SIGNATURE:______________________



Case No: 10531/2022

In the application between:


TRANSASIA 444 (PTY) LTD

Applicant

TRANSASIA MINERALS (PTY) LTD

Intervening Applicant

And


THE MINISTER OF MINERAL RESOURCES

First Respondent

THE DIRECTOR – GENERAL: DEPT OF MINERALS AND ENERGY

Second Respondent

THE REGIONAL MANAGER: KZN REGION

Third Respondent

UMSOMBOVU COAL (PTY) LTD

Fourth Respondent

In re:


UMSOMBOVU (PTY) LTD

Applicant

And


THE MINISTER OF MINERAL RESOURCES

First Respondent

THE DIRECTOR – GENERAL: DEPT OF MINERALS AND ENERGY

Second Respondent

THE REGIONAL MANAGER: KZN REGION

Third Respondent



Coram:

Millar J


Heard on:

20 January 2023


Delivered:

3 February 2023 - This judgment was handed down electronically by circulation to the parties' representatives by email, by being uploaded to the CaseLines system of the GD and by release to SAFLII. The date and time for hand-down is deemed to be 12H45 on 3 February 2023



JUDGMENT


MILLAR J


1. On 28 February 2022 Umsobomvu Coal (Pty) Ltd (“Umsobomvu”) brought an application in which an order was sought against the respondents for:


1. Directing the Respondents to deliver all the records required in terms of the Applicant’s notice of appeal in terms of Section 96 read with Regulation 74 of the Mineral and Petroleum Resources Development Act, 2002 (‘MPDRA’) and Application for withdrawal of the decision in terms of Section 103(4)(b) and Application for suspension of the decision in terms of Section 96(2)(a) in respect of the decision made by the Director-General concerning the application made by Transasia Minerals 444 (Pty) Ltd (registration number 2011/003954/07) (Transasia 444) for Ministerial consent in terms of Section 11 of the MPRDA for the transfer of the mineral right with reference number KZN30/5/1/2/2/10021MR in respect of the property Farm terrace 3707 Portion 8 of the Farm Winkel no 5054, Remainder of Portion 1 of the Farm Eastkeal no 5138 of the Farm Lot W no. 8610, the Farm Cosby Rock no 11509, Remainder of Portion 3, Remainder of Portion 4 and Portions 12 and 15 of the Farm Hazeldene no 12649 (‘Appeal’) in compliance with Regulation 74(8) of the MPRDA within 5 days of the granting of the Order.


2.

3. …”


2. The order sought was granted on 28 June 2022. Thereafter, Transasia 444 (Pty) Ltd (“Transasia 444”) brought an application for recission of that order. The application for recission was premised upon the fact that it was an interested party in the appeal that Umsobomvu sought to prosecute.

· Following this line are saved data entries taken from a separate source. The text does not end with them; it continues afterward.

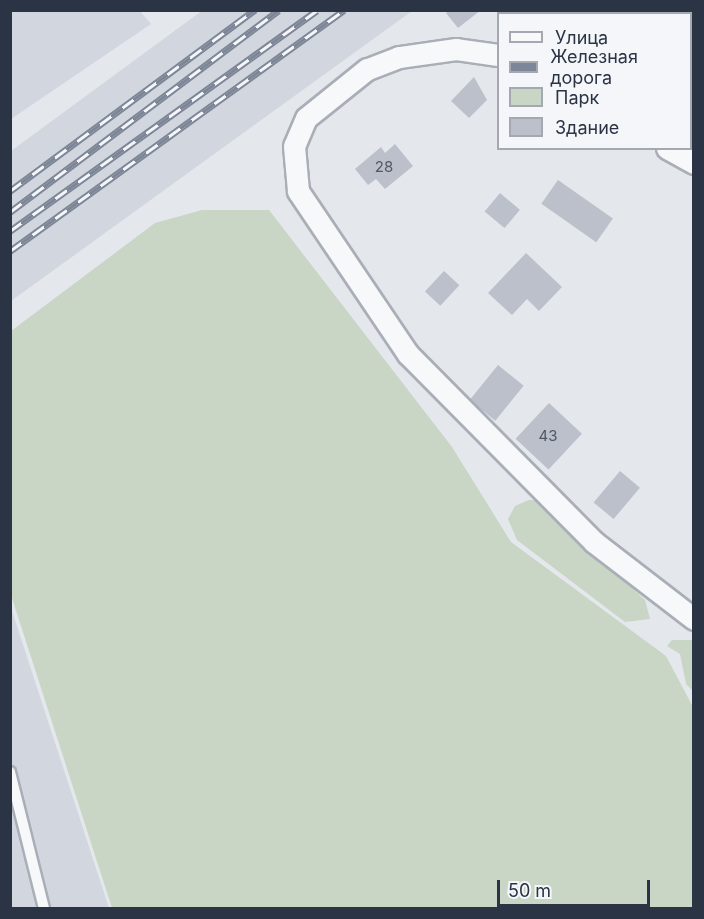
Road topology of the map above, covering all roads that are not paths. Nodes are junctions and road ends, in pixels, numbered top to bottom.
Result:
1 (497, 55) edge
2 (670, 150) edge
3 (693, 163) edge
4 (693, 620) edge
5 (10, 772) edge
6 (44, 909) edge

1 - 4 street
2 - 3 street
5 - 6 lane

3. The appeal was against the grant of a consent for the transfer of a mineral right and it was contended on behalf of Transasia 444 that besides the fact that they ought in the first place to have been cited in the application, its interest went beyond this because the documents in respect of which the order of 28 June 2022 had been granted included confidential and proprietary information which had been submitted to the respondents which was not relevant to the prosecution of the appeal.


4. I considered the application and had regard to the provisions of inter alia s 96 of the Mineral and Petroleum Resources Development Act1 read together with regulation 74(8) in regard to appeals. The regulation provides:


(8) Upon receipt of the notice of appeal referred to in sub regulation (1), but no later than 10 days thereafter, the Regional Manager must send copies of all records pertaining to the decision or decisions which are the subject of the appeal of the appellant, to all identified affected persons, and to the Director-General or to the Minister, as the case may be.”





5. In its terms, the regulation is clear and unequivocal that “all records” “must” be sent to the parties referred to in the regulation. Umsobomvu is such a party.


6. In my view however, this was not the end of the matter. Notwithstanding the obligation on the part of the respondents to furnish all the documents to Umsobomvu for the prosecution of its appeal, I was of the view that there was merit to the contention that confidential proprietary information, not relevant to the appeal, may have formed part of the record.


7. The approach adopted by Umsobomvu when it was argued on its behalf was that in principle it had no objection to the exclusion from the appeal record of confidential proprietary and irrelevant information. An approach in accord with that adopted in Crown Cork & Seal Inc and Another v Rheem South Africa (Pty) Ltd and Others2 which is on point to the present matter was considered appropriate.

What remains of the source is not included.